**Problem description**
Line by line, restate the material word for word, omitting any image.

**Data provided**
--*--

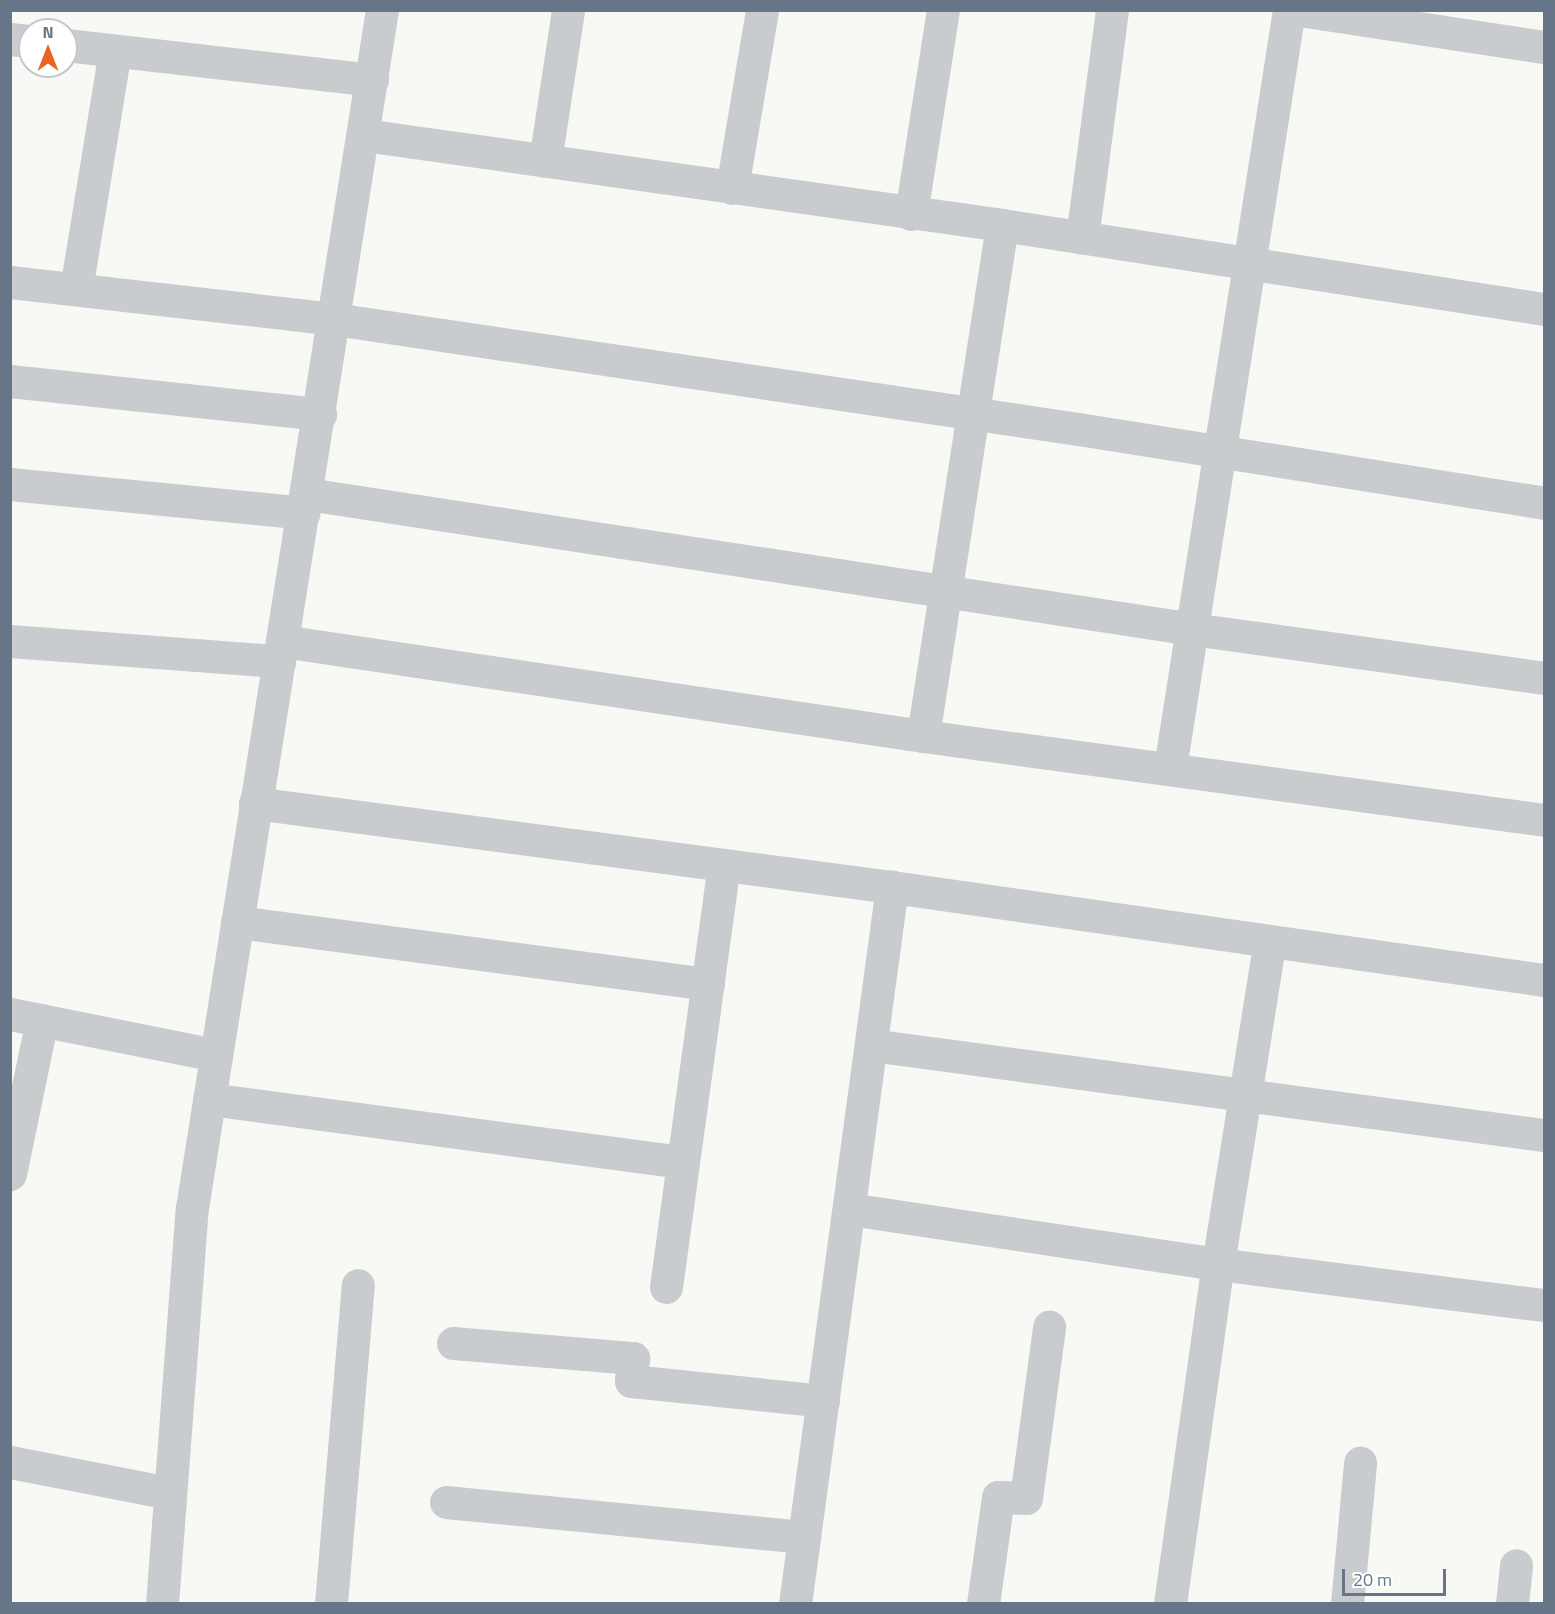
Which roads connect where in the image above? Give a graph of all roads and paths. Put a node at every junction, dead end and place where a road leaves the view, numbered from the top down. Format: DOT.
graph roads {
  1 [pos="382,10"];
  2 [pos="568,10"];
  3 [pos="762,10"];
  4 [pos="944,10"];
  5 [pos="1112,10"];
  6 [pos="1288,10"];
  7 [pos="1299,10"];
  8 [pos="78,46"];
  9 [pos="1545,47"];
  10 [pos="114,51"];
  11 [pos="372,80"];
  12 [pos="364,135"];
  13 [pos="544,161"];
  14 [pos="732,188"];
  15 [pos="910,214"];
  16 [pos="1002,225"];
  17 [pos="1082,238"];
  18 [pos="1250,262"];
  19 [pos="10,282"];
  20 [pos="76,289"];
  21 [pos="1545,309"];
  22 [pos="334,319"];
  23 [pos="10,381"];
  24 [pos="973,413"];
  25 [pos="320,414"];
  26 [pos="1220,452"];
  27 [pos="10,484"];
  28 [pos="306,503"];
  29 [pos="1545,503"];
  30 [pos="946,591"];
  31 [pos="1192,629"];
  32 [pos="10,641"];
  33 [pos="281,651"];
  34 [pos="1545,678"];
  35 [pos="923,736"];
  36 [pos="1170,768"];
  37 [pos="255,803"];
  38 [pos="1545,820"];
  39 [pos="724,865"];
  40 [pos="892,887"];
  41 [pos="237,922"];
  42 [pos="1270,941"];
  43 [pos="1545,980"];
  44 [pos="708,984"];
  45 [pos="26,1017"];
  46 [pos="871,1045"];
  47 [pos="216,1055"];
  48 [pos="1245,1095"];
  49 [pos="209,1099"];
  50 [pos="1545,1136"];
  51 [pos="683,1162"];
  52 [pos="10,1174"];
  53 [pos="849,1209"];
  54 [pos="1218,1263"];
  55 [pos="358,1285"];
  56 [pos="666,1287"];
  57 [pos="1545,1305"];
  58 [pos="1049,1328"];
  59 [pos="453,1343"];
  60 [pos="823,1401"];
  61 [pos="10,1462"];
  62 [pos="1360,1463"];
  63 [pos="170,1493"];
  64 [pos="446,1502"];
  65 [pos="804,1537"];
  66 [pos="1516,1565"];
  67 [pos="162,1604"];
  68 [pos="331,1604"];
  69 [pos="795,1604"];
  70 [pos="983,1604"];
  71 [pos="1170,1604"];
  72 [pos="1347,1604"];
  73 [pos="1512,1604"];
  1 -- 11 [label="street"];
  2 -- 13 [label="street"];
  3 -- 14 [label="street"];
  4 -- 15 [label="street"];
  5 -- 17 [label="street"];
  6 -- 18 [label="street"];
  7 -- 9 [label="street"];
  8 -- 10 [label="street"];
  10 -- 11 [label="street"];
  10 -- 20 [label="street"];
  11 -- 12 [label="street"];
  12 -- 13 [label="street"];
  12 -- 22 [label="street"];
  13 -- 14 [label="street"];
  14 -- 15 [label="street"];
  15 -- 16 [label="street"];
  16 -- 17 [label="street"];
  16 -- 24 [label="street"];
  17 -- 18 [label="street"];
  18 -- 21 [label="street"];
  18 -- 26 [label="street"];
  19 -- 20 [label="street"];
  20 -- 22 [label="street"];
  22 -- 24 [label="street"];
  22 -- 25 [label="street"];
  23 -- 25 [label="street"];
  24 -- 26 [label="street"];
  24 -- 30 [label="street"];
  25 -- 28 [label="street"];
  26 -- 29 [label="street"];
  26 -- 31 [label="street"];
  27 -- 28 [label="street"];
  28 -- 30 [label="street"];
  28 -- 33 [label="street"];
  30 -- 31 [label="street"];
  30 -- 35 [label="street"];
  31 -- 34 [label="street"];
  31 -- 36 [label="street"];
  32 -- 33 [label="street"];
  33 -- 35 [label="street"];
  33 -- 37 [label="street"];
  35 -- 36 [label="street"];
  36 -- 38 [label="street"];
  37 -- 39 [label="street"];
  37 -- 41 [label="street"];
  39 -- 40 [label="street"];
  39 -- 44 [label="street"];
  40 -- 42 [label="street"];
  40 -- 46 [label="street"];
  41 -- 44 [label="street"];
  41 -- 47 [label="street"];
  42 -- 43 [label="street"];
  42 -- 48 [label="street"];
  44 -- 51 [label="street"];
  45 -- 47 [label="street"];
  45 -- 52 [label="street"];
  46 -- 48 [label="street"];
  46 -- 53 [label="street"];
  47 -- 49 [label="street"];
  48 -- 50 [label="street"];
  48 -- 54 [label="street"];
  49 -- 51 [label="street"];
  49 -- 63 [label="street"];
  51 -- 56 [label="street"];
  53 -- 54 [label="street"];
  53 -- 60 [label="street"];
  54 -- 57 [label="street"];
  54 -- 71 [label="street"];
  55 -- 68 [label="street"];
  58 -- 70 [label="street"];
  59 -- 60 [label="street"];
  60 -- 65 [label="street"];
  61 -- 63 [label="street"];
  62 -- 72 [label="street"];
  63 -- 67 [label="street"];
  64 -- 65 [label="street"];
  65 -- 69 [label="street"];
  66 -- 73 [label="street"];
}
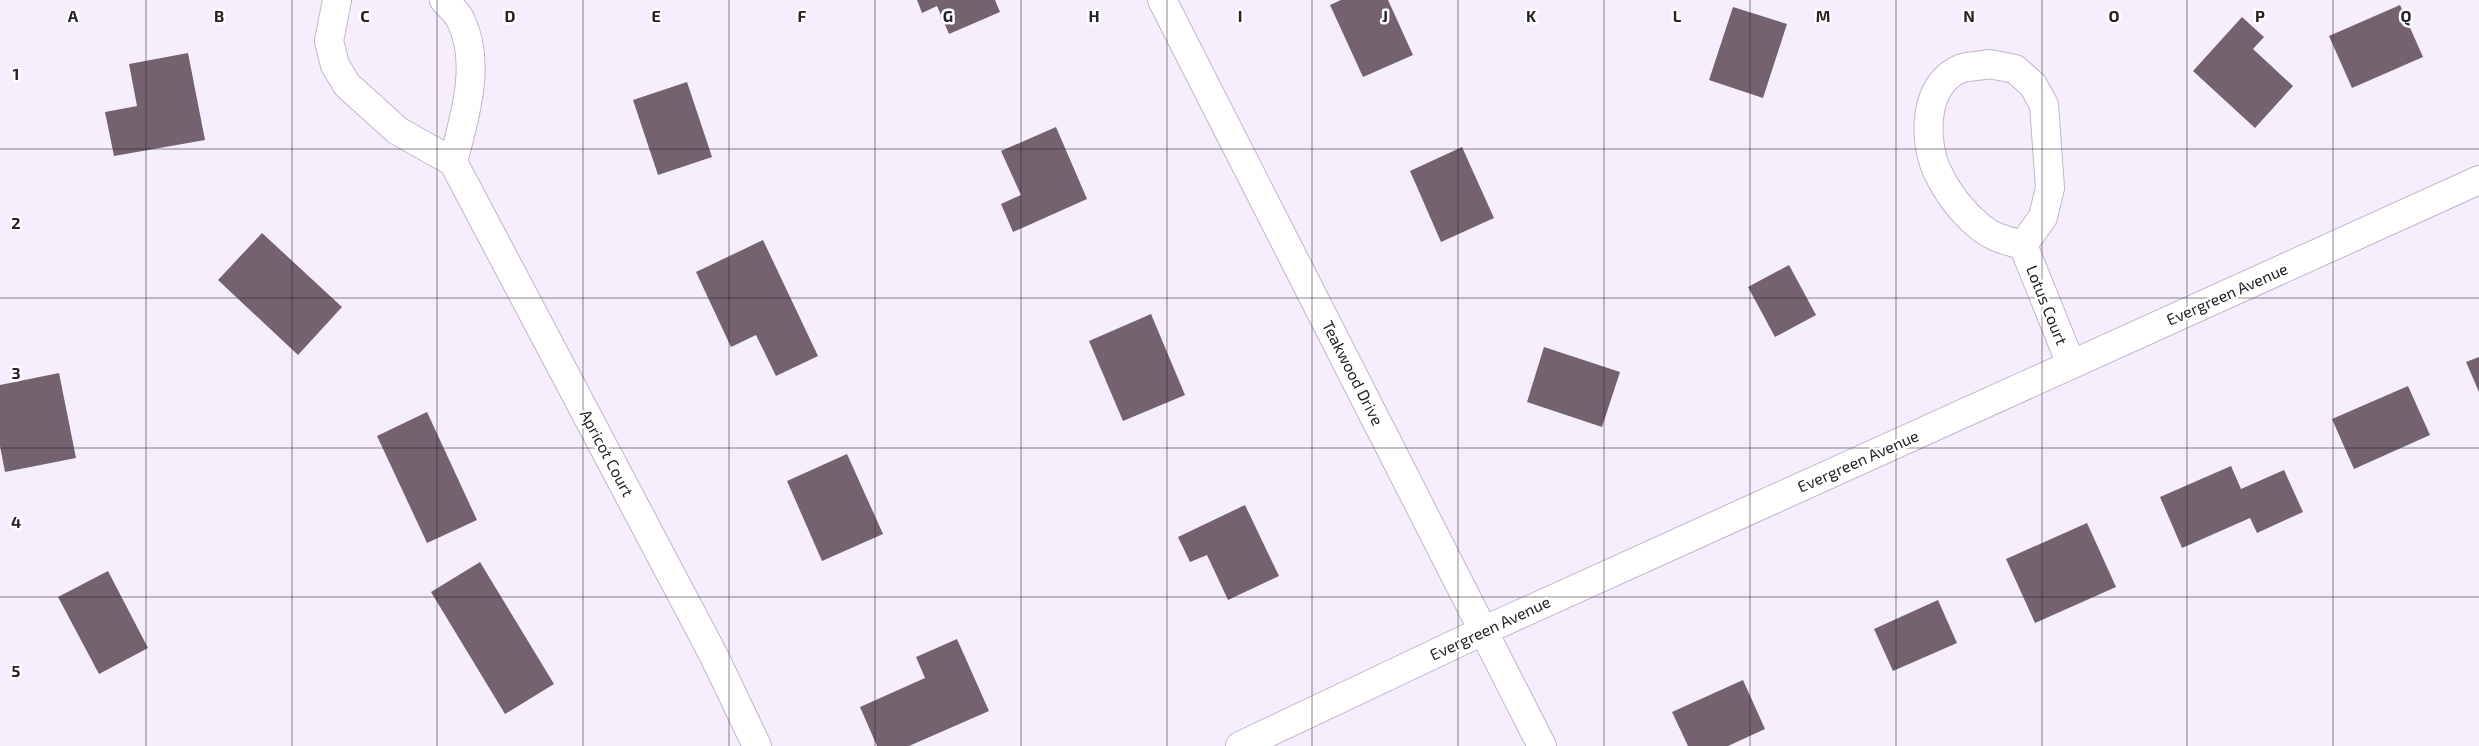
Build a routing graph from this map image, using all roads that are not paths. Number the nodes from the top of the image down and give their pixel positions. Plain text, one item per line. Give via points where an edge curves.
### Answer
1 (337, 0) edge
2 (444, 0) edge
3 (1162, 0) edge
4 (453, 162) junction
5 (2479, 180) edge
6 (2023, 245) junction
7 (2071, 364) junction
8 (1484, 630) junction
9 (757, 746) edge
10 (1240, 746) edge
11 (1542, 746) edge

1 - 4 street via 329,41 335,65 347,85 398,131
2 - 4 street via 461,19 469,44 470,96
3 - 8 street, Teakwood Drive
4 - 9 street, Apricot Court via 714,656
5 - 7 street, Evergreen Avenue
6 - 6 street, Lotus Court via 2043,217 2050,188 2044,105 2034,85 2015,69 1989,64 1962,68 1936,89 1929,112 1930,141 1937,170 1956,203 1979,226 2001,239
6 - 7 street, Lotus Court
7 - 8 street, Evergreen Avenue
8 - 10 street, Evergreen Avenue
8 - 11 street, Teakwood Drive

--*--

**Solved problem**
Which roads connect where in the image above? Give a graph of all roads and paths. Put a node at every junction, dead end and place where a road leaves the view, numbered from the top down. Format: DOT.
graph roads {
  1 [pos="382,10"];
  2 [pos="568,10"];
  3 [pos="762,10"];
  4 [pos="944,10"];
  5 [pos="1112,10"];
  6 [pos="1288,10"];
  7 [pos="1299,10"];
  8 [pos="78,46"];
  9 [pos="1545,47"];
  10 [pos="114,51"];
  11 [pos="372,80"];
  12 [pos="364,135"];
  13 [pos="544,161"];
  14 [pos="732,188"];
  15 [pos="910,214"];
  16 [pos="1002,225"];
  17 [pos="1082,238"];
  18 [pos="1250,262"];
  19 [pos="10,282"];
  20 [pos="76,289"];
  21 [pos="1545,309"];
  22 [pos="334,319"];
  23 [pos="10,381"];
  24 [pos="973,413"];
  25 [pos="320,414"];
  26 [pos="1220,452"];
  27 [pos="10,484"];
  28 [pos="306,503"];
  29 [pos="1545,503"];
  30 [pos="946,591"];
  31 [pos="1192,629"];
  32 [pos="10,641"];
  33 [pos="281,651"];
  34 [pos="1545,678"];
  35 [pos="923,736"];
  36 [pos="1170,768"];
  37 [pos="255,803"];
  38 [pos="1545,820"];
  39 [pos="724,865"];
  40 [pos="892,887"];
  41 [pos="237,922"];
  42 [pos="1270,941"];
  43 [pos="1545,980"];
  44 [pos="708,984"];
  45 [pos="26,1017"];
  46 [pos="871,1045"];
  47 [pos="216,1055"];
  48 [pos="1245,1095"];
  49 [pos="209,1099"];
  50 [pos="1545,1136"];
  51 [pos="683,1162"];
  52 [pos="10,1174"];
  53 [pos="849,1209"];
  54 [pos="1218,1263"];
  55 [pos="358,1285"];
  56 [pos="666,1287"];
  57 [pos="1545,1305"];
  58 [pos="1049,1328"];
  59 [pos="453,1343"];
  60 [pos="823,1401"];
  61 [pos="10,1462"];
  62 [pos="1360,1463"];
  63 [pos="170,1493"];
  64 [pos="446,1502"];
  65 [pos="804,1537"];
  66 [pos="1516,1565"];
  67 [pos="162,1604"];
  68 [pos="331,1604"];
  69 [pos="795,1604"];
  70 [pos="983,1604"];
  71 [pos="1170,1604"];
  72 [pos="1347,1604"];
  73 [pos="1512,1604"];
  1 -- 11 [label="street"];
  2 -- 13 [label="street"];
  3 -- 14 [label="street"];
  4 -- 15 [label="street"];
  5 -- 17 [label="street"];
  6 -- 18 [label="street"];
  7 -- 9 [label="street"];
  8 -- 10 [label="street"];
  10 -- 11 [label="street"];
  10 -- 20 [label="street"];
  11 -- 12 [label="street"];
  12 -- 13 [label="street"];
  12 -- 22 [label="street"];
  13 -- 14 [label="street"];
  14 -- 15 [label="street"];
  15 -- 16 [label="street"];
  16 -- 17 [label="street"];
  16 -- 24 [label="street"];
  17 -- 18 [label="street"];
  18 -- 21 [label="street"];
  18 -- 26 [label="street"];
  19 -- 20 [label="street"];
  20 -- 22 [label="street"];
  22 -- 24 [label="street"];
  22 -- 25 [label="street"];
  23 -- 25 [label="street"];
  24 -- 26 [label="street"];
  24 -- 30 [label="street"];
  25 -- 28 [label="street"];
  26 -- 29 [label="street"];
  26 -- 31 [label="street"];
  27 -- 28 [label="street"];
  28 -- 30 [label="street"];
  28 -- 33 [label="street"];
  30 -- 31 [label="street"];
  30 -- 35 [label="street"];
  31 -- 34 [label="street"];
  31 -- 36 [label="street"];
  32 -- 33 [label="street"];
  33 -- 35 [label="street"];
  33 -- 37 [label="street"];
  35 -- 36 [label="street"];
  36 -- 38 [label="street"];
  37 -- 39 [label="street"];
  37 -- 41 [label="street"];
  39 -- 40 [label="street"];
  39 -- 44 [label="street"];
  40 -- 42 [label="street"];
  40 -- 46 [label="street"];
  41 -- 44 [label="street"];
  41 -- 47 [label="street"];
  42 -- 43 [label="street"];
  42 -- 48 [label="street"];
  44 -- 51 [label="street"];
  45 -- 47 [label="street"];
  45 -- 52 [label="street"];
  46 -- 48 [label="street"];
  46 -- 53 [label="street"];
  47 -- 49 [label="street"];
  48 -- 50 [label="street"];
  48 -- 54 [label="street"];
  49 -- 51 [label="street"];
  49 -- 63 [label="street"];
  51 -- 56 [label="street"];
  53 -- 54 [label="street"];
  53 -- 60 [label="street"];
  54 -- 57 [label="street"];
  54 -- 71 [label="street"];
  55 -- 68 [label="street"];
  58 -- 70 [label="street"];
  59 -- 60 [label="street"];
  60 -- 65 [label="street"];
  61 -- 63 [label="street"];
  62 -- 72 [label="street"];
  63 -- 67 [label="street"];
  64 -- 65 [label="street"];
  65 -- 69 [label="street"];
  66 -- 73 [label="street"];
}
Build a routing graph from this map image, using all roads that are not paths. Number the nodes from the top of the image down and give their pixel positions. Plain text, one item per line. Give via points where an edge curves.
### Answer
1 (337, 0) edge
2 (444, 0) edge
3 (1162, 0) edge
4 (453, 162) junction
5 (2479, 180) edge
6 (2023, 245) junction
7 (2071, 364) junction
8 (1484, 630) junction
9 (757, 746) edge
10 (1240, 746) edge
11 (1542, 746) edge

1 - 4 street via 329,41 335,65 347,85 398,131
2 - 4 street via 461,19 469,44 470,96
3 - 8 street, Teakwood Drive
4 - 9 street, Apricot Court via 714,656
5 - 7 street, Evergreen Avenue
6 - 6 street, Lotus Court via 2043,217 2050,188 2044,105 2034,85 2015,69 1989,64 1962,68 1936,89 1929,112 1930,141 1937,170 1956,203 1979,226 2001,239
6 - 7 street, Lotus Court
7 - 8 street, Evergreen Avenue
8 - 10 street, Evergreen Avenue
8 - 11 street, Teakwood Drive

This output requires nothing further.